Rochester Institute of Technology:
Department of Computer Engineering
Senior Design Project - Spring 2008
Jeremy Espenshade & Jason Fay
the device


We encounter combination locks every day - they are in schools, gyms, and many other establishments with general purpose lockers. These devices provide a useful level of security that ensures our belongings remain safe. However, for many people combination locks are not accessible. Those of us who experience a lack of fine motor control can have difficulty gripping and precisely spinning the lock dial, and those of us who are blind or visually impaired may be unable to see the small numbers necessary to successfully enter our combinations. Solutions like asking for assistance are inconvenient as well as insecure, given that a private combination is essential to the security provided by such a lock.

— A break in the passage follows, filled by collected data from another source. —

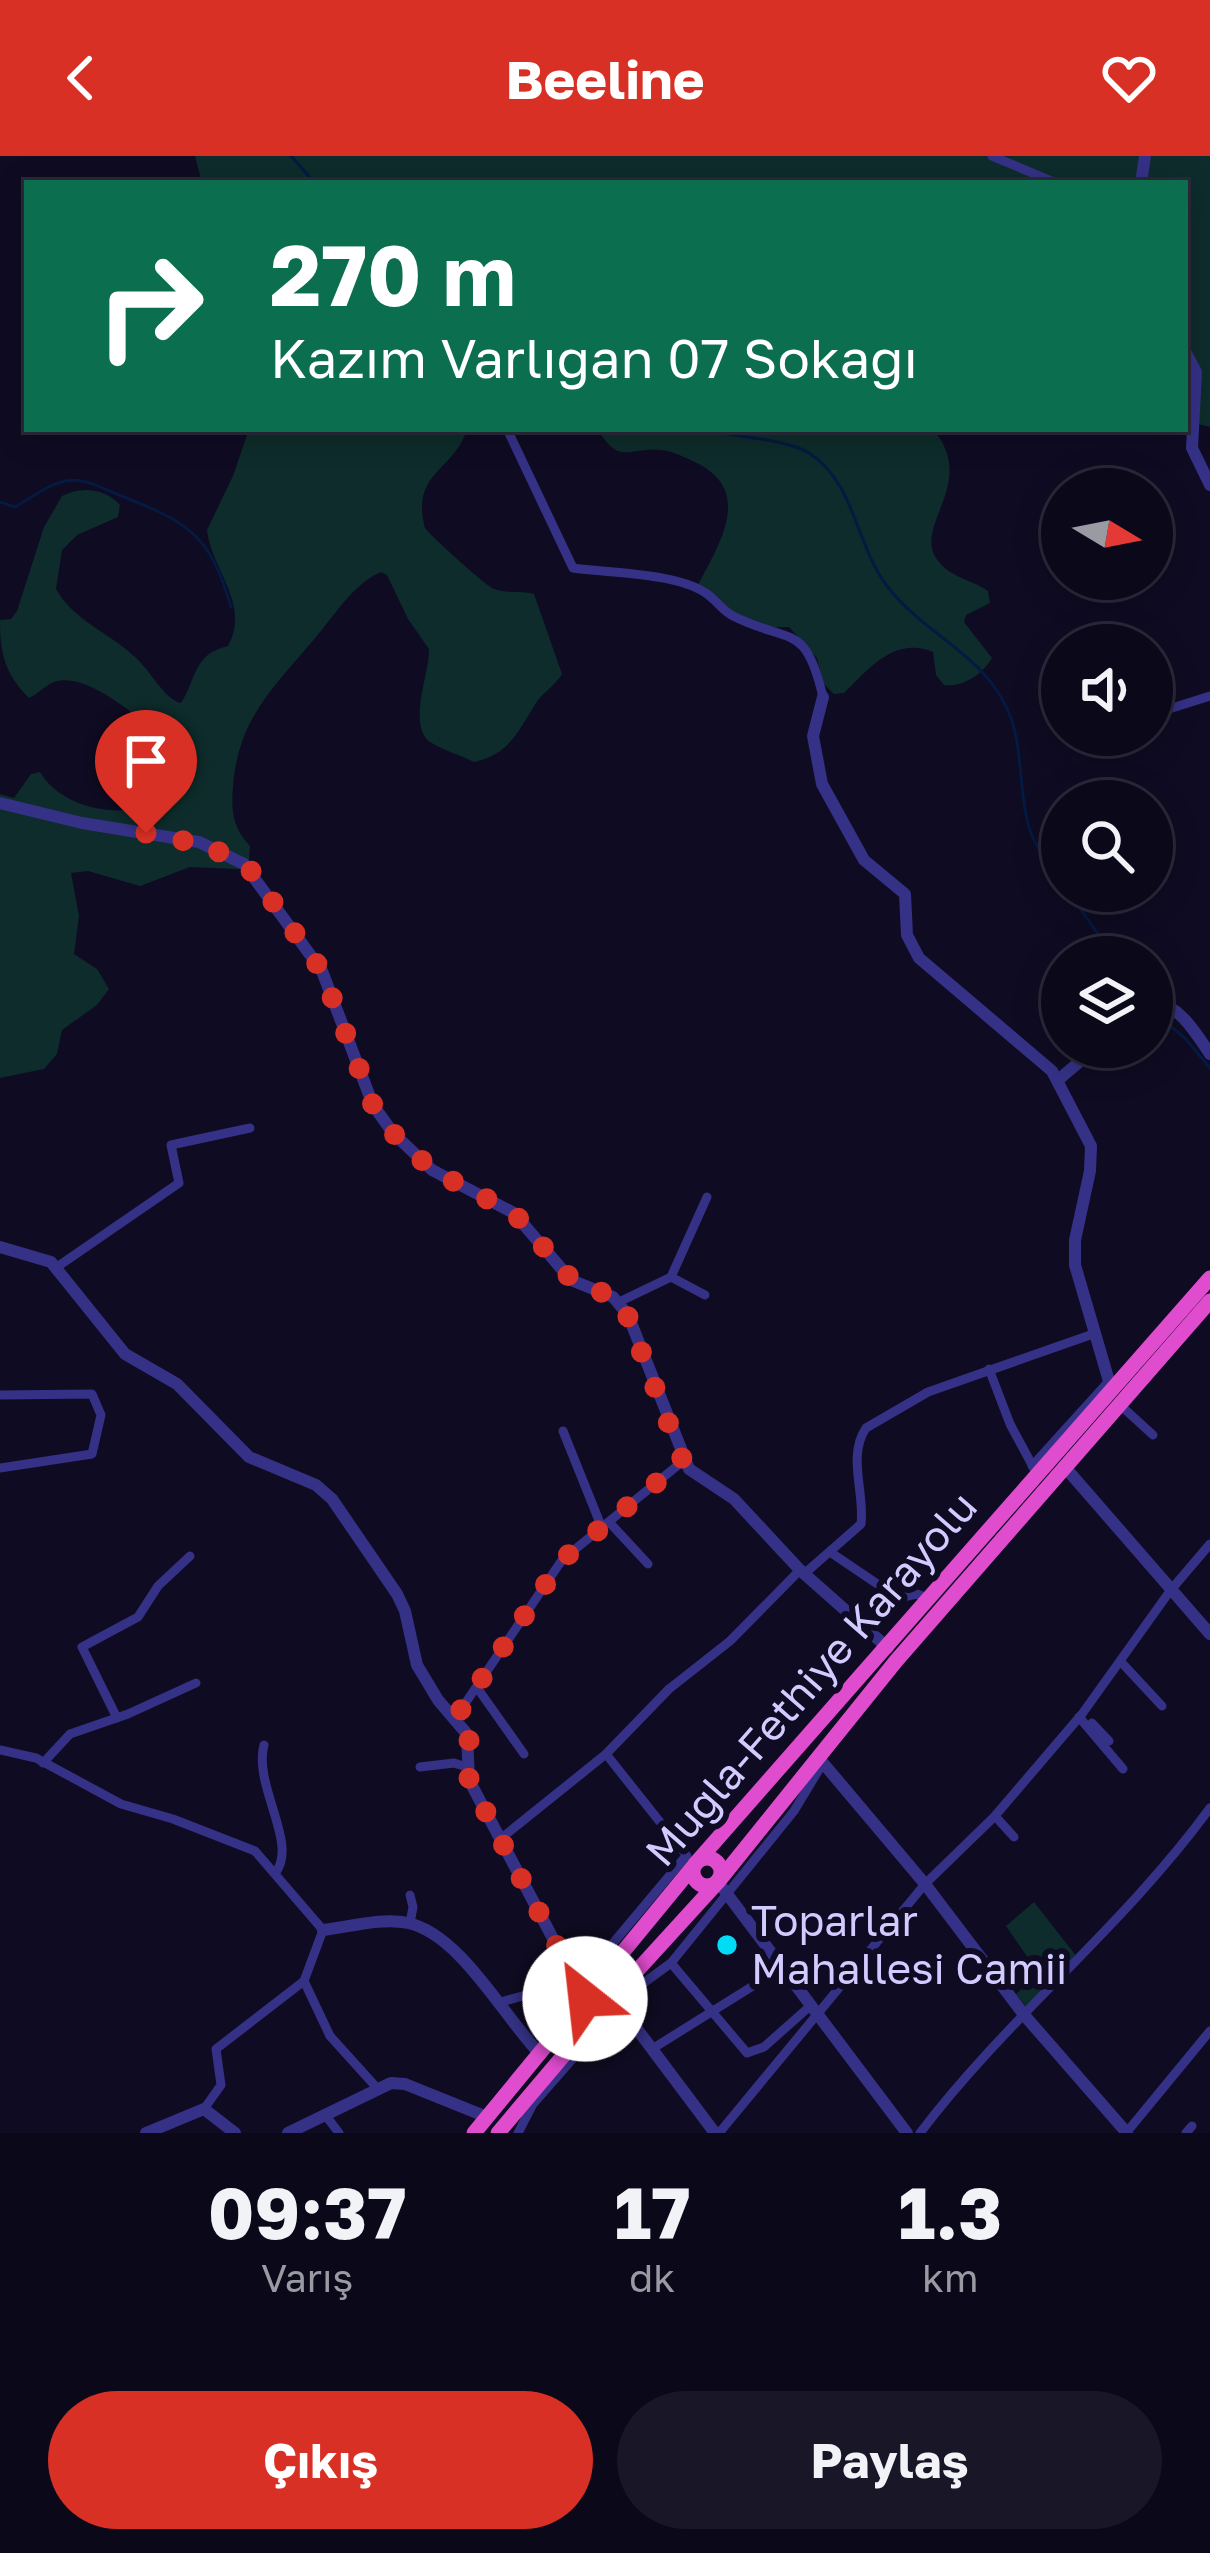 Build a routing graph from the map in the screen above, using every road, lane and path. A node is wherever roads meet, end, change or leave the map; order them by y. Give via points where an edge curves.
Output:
1 (992, 156) edge
2 (1049, 180) edge
3 (1188, 357) edge
4 (508, 432) edge
5 (1210, 485) edge
6 (1210, 696) edge
7 (824, 697) joint
8 (1173, 708) edge
9 (0, 803) edge
10 (1173, 1009) edge
11 (1210, 1054) edge
12 (1072, 1068) edge
13 (1058, 1080) junction
14 (250, 1128) dead end
15 (707, 1197) dead end
16 (0, 1247) edge
17 (56, 1268) junction
18 (671, 1277) junction
19 (1210, 1278) edge
20 (705, 1295) dead end
21 (1210, 1301) edge
22 (619, 1302) junction
23 (1096, 1333) junction
24 (989, 1369) junction
25 (1113, 1391) junction
26 (0, 1395) edge
27 (563, 1431) dead end
28 (1153, 1435) dead end
29 (683, 1461) junction
30 (1064, 1466) junction
31 (0, 1468) edge
32 (1034, 1470) junction
33 (605, 1525) junction
34 (1210, 1544) edge
35 (830, 1552) junction
36 (190, 1556) dead end
37 (648, 1564) dead end
38 (802, 1572) junction
39 (1170, 1591) junction
40 (930, 1599) junction
41 (1210, 1634) edge
42 (888, 1648) junction
43 (1122, 1664) junction
44 (196, 1683) dead end
45 (478, 1689) junction
46 (1162, 1706) dead end
47 (1080, 1715) junction
48 (117, 1718) junction
49 (454, 1720) junction
50 (1108, 1741) dead end
51 (264, 1744) dead end
52 (0, 1750) edge
53 (524, 1754) dead end
54 (606, 1754) junction
55 (821, 1760) junction
56 (43, 1762) junction
57 (420, 1767) dead end
58 (467, 1767) junction
59 (1124, 1769) dead end
60 (1210, 1808) edge
61 (995, 1816) junction
62 (1014, 1837) dead end
63 (499, 1840) junction
64 (691, 1859) junction
65 (276, 1872) junction
66 (925, 1885) junction
67 (722, 1888) junction
68 (410, 1895) dead end
69 (410, 1923) junction
70 (323, 1930) junction
71 (671, 1963) junction
72 (780, 1969) junction
73 (304, 1982) junction
74 (574, 1982) junction
75 (585, 1999) junction
76 (616, 2002) junction
77 (497, 2003) junction
78 (812, 2011) junction
79 (711, 2014) junction
80 (1025, 2016) junction
81 (1210, 2032) edge
82 (652, 2049) junction
83 (540, 2054) junction
84 (377, 2088) junction
85 (204, 2109) junction
86 (326, 2116) junction
87 (487, 2117) junction
88 (146, 2133) edge
89 (235, 2133) edge
90 (288, 2133) edge
91 (339, 2133) edge
92 (474, 2133) edge
93 (498, 2133) edge
94 (518, 2133) edge
95 (717, 2133) edge
96 (907, 2133) edge
97 (920, 2133) edge
98 (1127, 2133) edge

1 - 2 street
3 - 5 street via 1196,372 1192,448
4 - 7 street via 573,568 705,592 725,613 793,638 814,656
6 - 8 street
7 - 13 street via 813,736 821,784 864,860 905,893 910,945
9 - 22 street via 199,842 244,864 322,971 373,1105 393,1133 432,1170 514,1213 572,1280
10 - 11 street
12 - 13 street
13 - 23 street via 1092,1152 1075,1265
14 - 17 street via 171,1145 179,1183
15 - 18 street
16 - 17 street
17 - 49 street via 118,1347 177,1384 249,1457 325,1490 397,1594 417,1665
18 - 20 street
18 - 22 street
19 - 25 highway, Muğla-Fethiye Karayolu
21 - 25 highway, Muğla-Fethiye Karayolu
22 - 29 street
23 - 24 street
23 - 25 street
24 - 32 street
24 - 35 street via 898,1406 860,1434 862,1519
25 - 28 street
25 - 30 highway, Muğla-Fethiye Karayolu
25 - 32 highway, Muğla-Fethiye Karayolu
26 - 31 street via 92,1394 101,1418 92,1454
27 - 33 street
29 - 33 street
29 - 38 street via 739,1504
30 - 39 street
30 - 55 highway, Muğla-Fethiye Karayolu
32 - 40 highway, Muğla-Fethiye Karayolu
33 - 37 street
33 - 45 street via 562,1560
34 - 39 street
35 - 38 street
35 - 40 street via 898,1598
36 - 48 street via 138,1617 82,1647
38 - 42 street
38 - 54 street
39 - 41 street
39 - 43 street
40 - 42 highway, Muğla-Fethiye Karayolu
42 - 64 highway, Muğla-Fethiye Karayolu
43 - 46 street
43 - 47 street
44 - 48 street
45 - 49 street
45 - 53 street
47 - 50 street
47 - 59 street
47 - 61 street
48 - 56 street via 70,1734
49 - 58 street via 467,1734
51 - 65 street via 262,1775 284,1853
52 - 56 street
54 - 63 street
54 - 64 street
55 - 66 street
55 - 67 highway, Muğla-Fethiye Karayolu
56 - 65 street via 122,1804 246,1847
57 - 58 street
58 - 63 street
60 - 80 street
61 - 62 street
61 - 66 street
63 - 74 street
64 - 67 highway via 699,1883
64 - 74 street
64 - 75 highway, Muğla-Fethiye Karayolu
65 - 70 street
66 - 78 street
66 - 80 street
67 - 71 street
67 - 72 street
67 - 76 highway, Muğla-Fethiye Karayolu
68 - 69 street
69 - 70 street
69 - 77 street via 447,1945
70 - 73 street
71 - 76 street
71 - 79 street
72 - 78 street
72 - 79 street
73 - 84 street via 330,2036
73 - 85 street via 220,2043 214,2054 221,2085
74 - 75 street
74 - 77 street
75 - 83 highway, Muğla-Fethiye Karayolu
76 - 82 street
76 - 93 highway, Muğla-Fethiye Karayolu
76 - 94 street
77 - 83 street
78 - 79 street via 752,2053
78 - 95 street
78 - 96 street
79 - 82 street
80 - 97 street
80 - 98 street
81 - 98 street
82 - 95 street
83 - 87 highway, Muğla-Fethiye Karayolu
84 - 86 street
84 - 87 street via 406,2084
85 - 88 street
85 - 89 street
86 - 90 street
86 - 91 street
87 - 92 highway, Muğla-Fethiye Karayolu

The objective of this project is to design and implement a device that can manipulate a combination lock with minimal fine motor skill and sight requirements from the user. This handheld device will make combination locks accessible to many individuals with limited vision or fine motor control.


The implemented device allows users to input their combination on a telephone-style keypad and receive both visual and auditory feedback via an LCD and embedded speaker respectively. Once the user inputs their combination, the device will spin the lock dial appropriately and allow the user to open the lock. The entire battery powered device fits in your hand with dimensions roughly 5.5" x 7.5" x 2.5".